The Visitor & Administration Center is the centerpiece of Queens Botanical Garden's Sustainable Landscapes and Buildings Project, Phase II of the Garden's far-reaching Master Plan. When completed in 2015, the Master Plan will have guided the Garden to the broadest fulfillment of its vision and mission to highlight the roles of plants in various cultures and promote healthier communities through environmental sustainability.
Susan Lacerte, Executive Director of Queens Botanical Garden and APGA's Board Secretary, and Jennifer Ward Souder, a landscape architect on the Garden's staff, led the planning and building initiative. A team of talented consultants and contractors led by Joan Krevlin and her colleagues at BKSK Architects designed the V&A Center and the project's other buildings and landscapes to reinforce the Garden's mission. Consider just of few of the building's advanced features. It draws 17% of its electricity from photovoltaic panels on its roof. It has no conventional furnace or air conditioner. Instead, it uses 55-degree water from an aquifer 300 feet below ground to heat and cool the interior and reduce fossil fuel consumption. Graywater from the V&A's sinks, dishwashers and shower flows to a constructed wetland where it is naturally cleaned and recycled in the building's public toilets. The horizontal wood slats on the building's exterior, called brise-soleil, shade the interior in the summer and let in light in the winter.
The auditorium's planted green roof insulates while minimizing storm water run-off, reducing the urban heat island effect, and saving wear-and-tear on the City's overburdened sewage system. The roof is planted with native species, such as little bluestem grass (Andropogon scoparius), prairie dropseed (Sporobolus heterolepis), and mayapple (Podophyllum peltatum). More than 15 plant families were used to landscape around the V&A Center, including bottlebrush sedge (Carex comosa), great bulrush (Scirpus validus), marsh fern (Thelypteris palustris) and cardinal flower (Lobelia cardinalis). All require less fertilizer, pesticides, and herbicides to maintain.
Water is central to the V&A's design. The wing-like terrace canopy not only shades the plaza, it also collects rainwater that it pours into the cleansing biotope at the western end of the building. There, the roots of native wetland plants such as soft rush (Juncus effuses) and swordgrass (Scirpus americanus) filter and clean the water before it is pumped to the fountain at the Garden's entry plaza. The fountain feeds the watercourse that flows through the plaza, looping back to the cleansing biotope. The Garden's two bioswales, depressions in the landscape planted with native flora that can endure both dry and very wet conditions, collect rain and allow the water to slowly drain into the soil.

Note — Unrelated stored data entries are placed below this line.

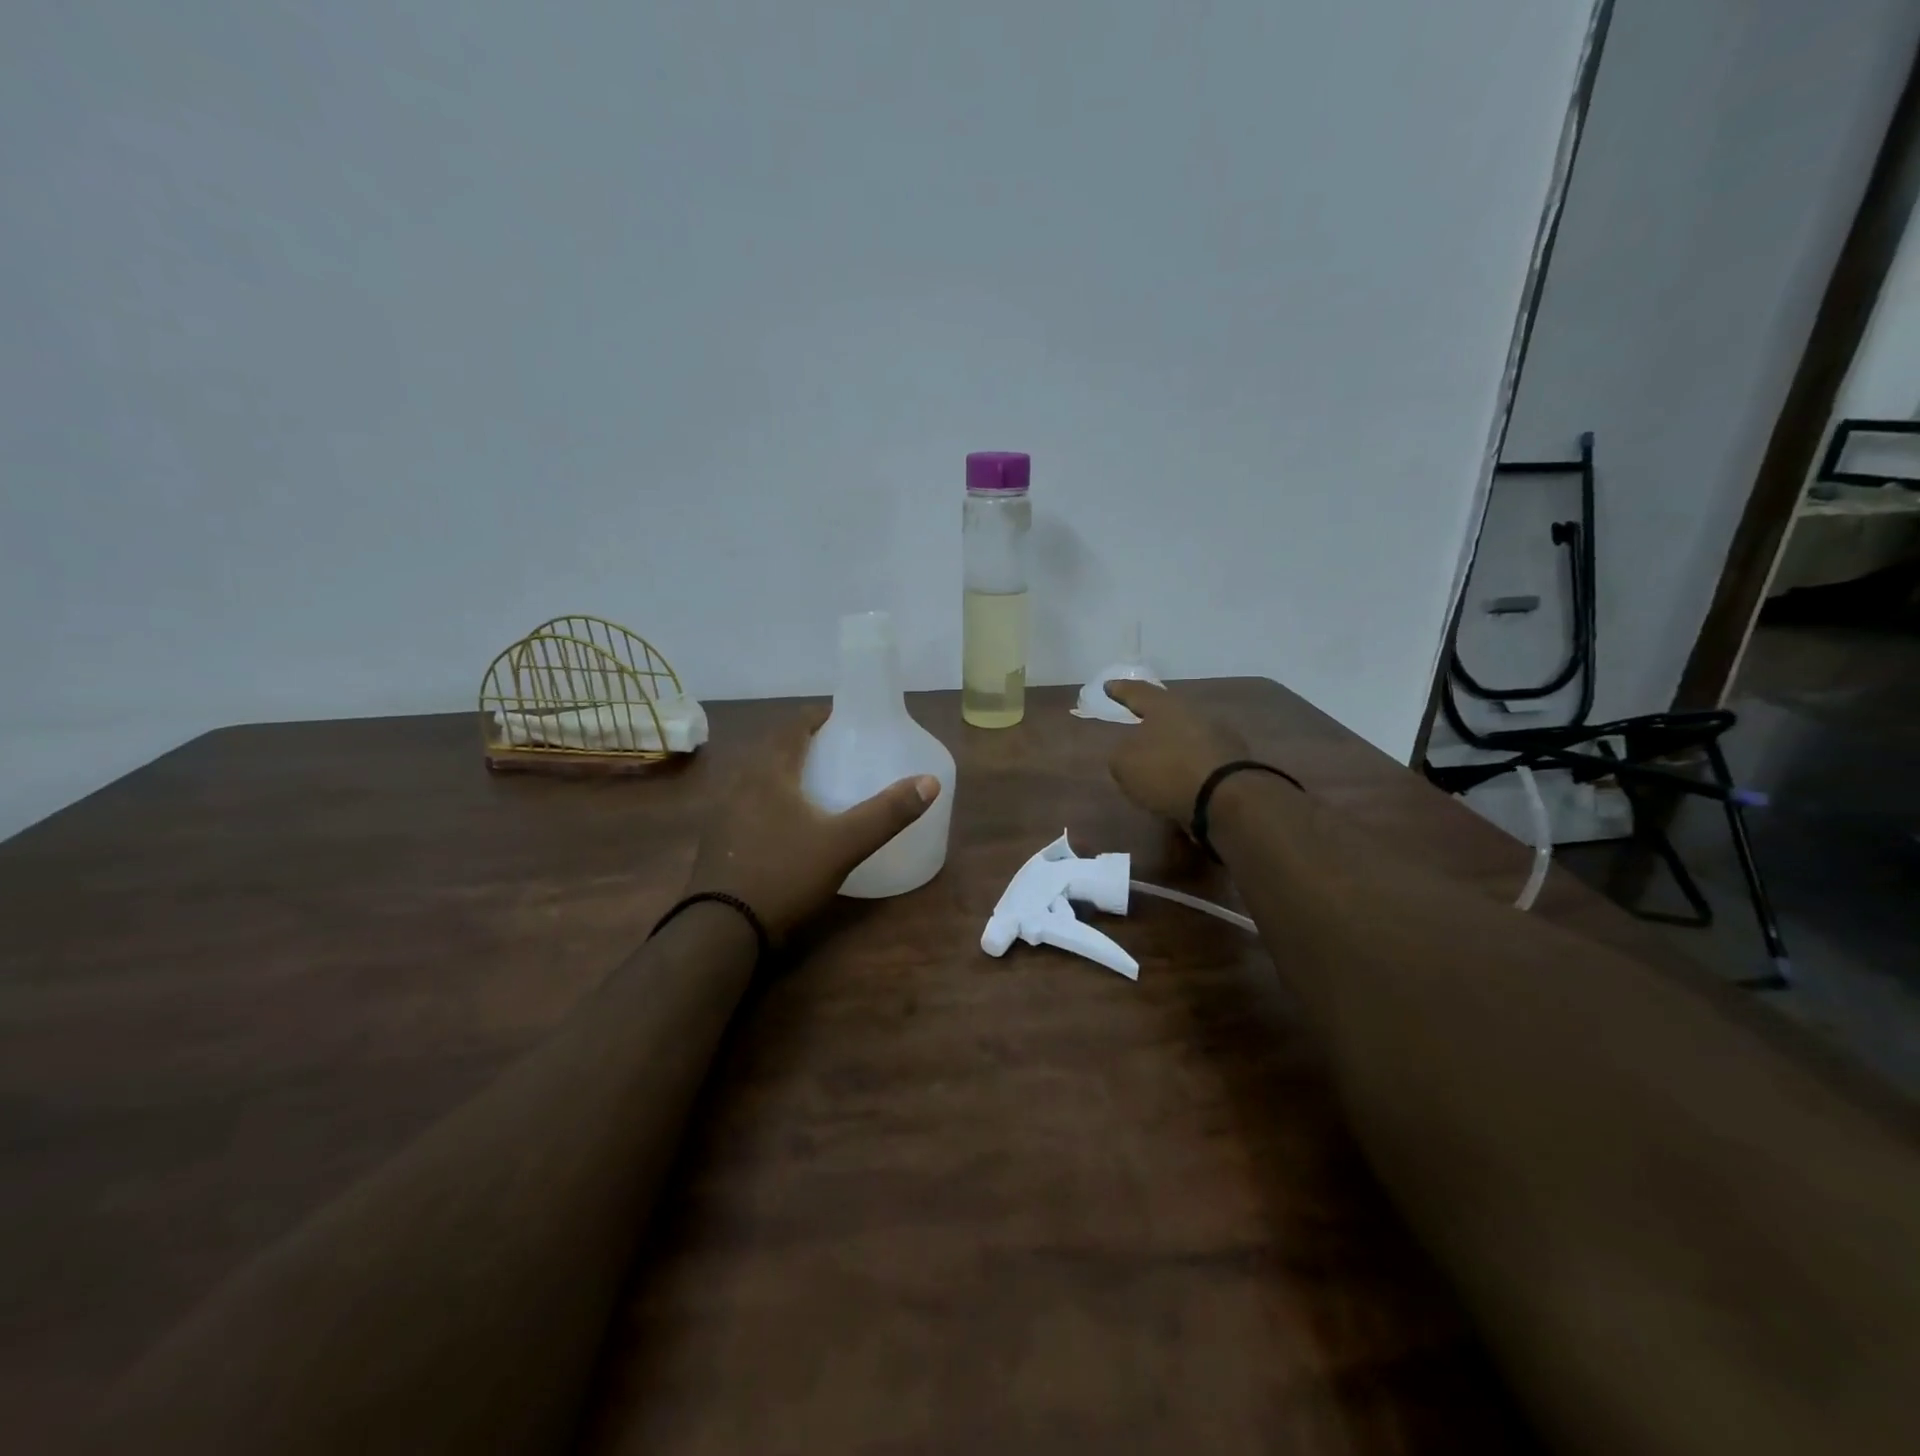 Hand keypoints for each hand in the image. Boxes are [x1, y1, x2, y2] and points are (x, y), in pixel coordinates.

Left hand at [686, 707, 939, 941]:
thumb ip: (887, 813)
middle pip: (774, 749)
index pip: (793, 726)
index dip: (818, 717)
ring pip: (758, 777)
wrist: (721, 930)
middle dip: (803, 743)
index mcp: (769, 772)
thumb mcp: (844, 844)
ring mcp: (724, 813)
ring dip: (785, 771)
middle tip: (836, 749)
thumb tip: (930, 781)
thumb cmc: (784, 874)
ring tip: (815, 782)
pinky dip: (770, 799)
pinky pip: (748, 803)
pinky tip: (787, 822)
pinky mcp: (717, 840)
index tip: (843, 718)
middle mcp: (741, 783)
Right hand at [1105, 681, 1249, 825]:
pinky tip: (1178, 782)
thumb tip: (1131, 751)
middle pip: (1168, 712)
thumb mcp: (1124, 763)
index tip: (1109, 685)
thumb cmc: (1167, 771)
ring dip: (1172, 746)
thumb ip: (1121, 753)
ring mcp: (1218, 736)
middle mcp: (1193, 713)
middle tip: (1138, 724)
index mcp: (1164, 706)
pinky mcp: (1233, 762)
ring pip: (1186, 736)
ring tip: (1157, 760)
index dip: (1121, 690)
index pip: (1137, 692)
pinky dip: (1187, 768)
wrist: (1226, 798)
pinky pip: (1200, 760)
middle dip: (1153, 719)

As a pilot project for the City of New York, the V&A Center demonstrates that there are many new technologies available to architects and planners to mitigate human impact on the environment. In fact, the building is designed to achieve the U.S. Green Building Council's LEED® platinum rating, the highest possible status. There are many old technologies to assist us as well, such as the V&A's brise-soleil, which have been used by people in tropical climates for centuries. And the building's landscaping is an eloquent appeal to use more sustainable plant species.
But the most important lesson of the V&A Center may be that people should not lose hope in the struggle to slow and ultimately reverse global climate change. Human ingenuity is a great renewable resource. If we are flexible and vigilant, solutions to our environmental problems will emerge. This same philosophy is at the heart of the Mayor's far-sighted PlaNYC proposal for the City's environment, as well.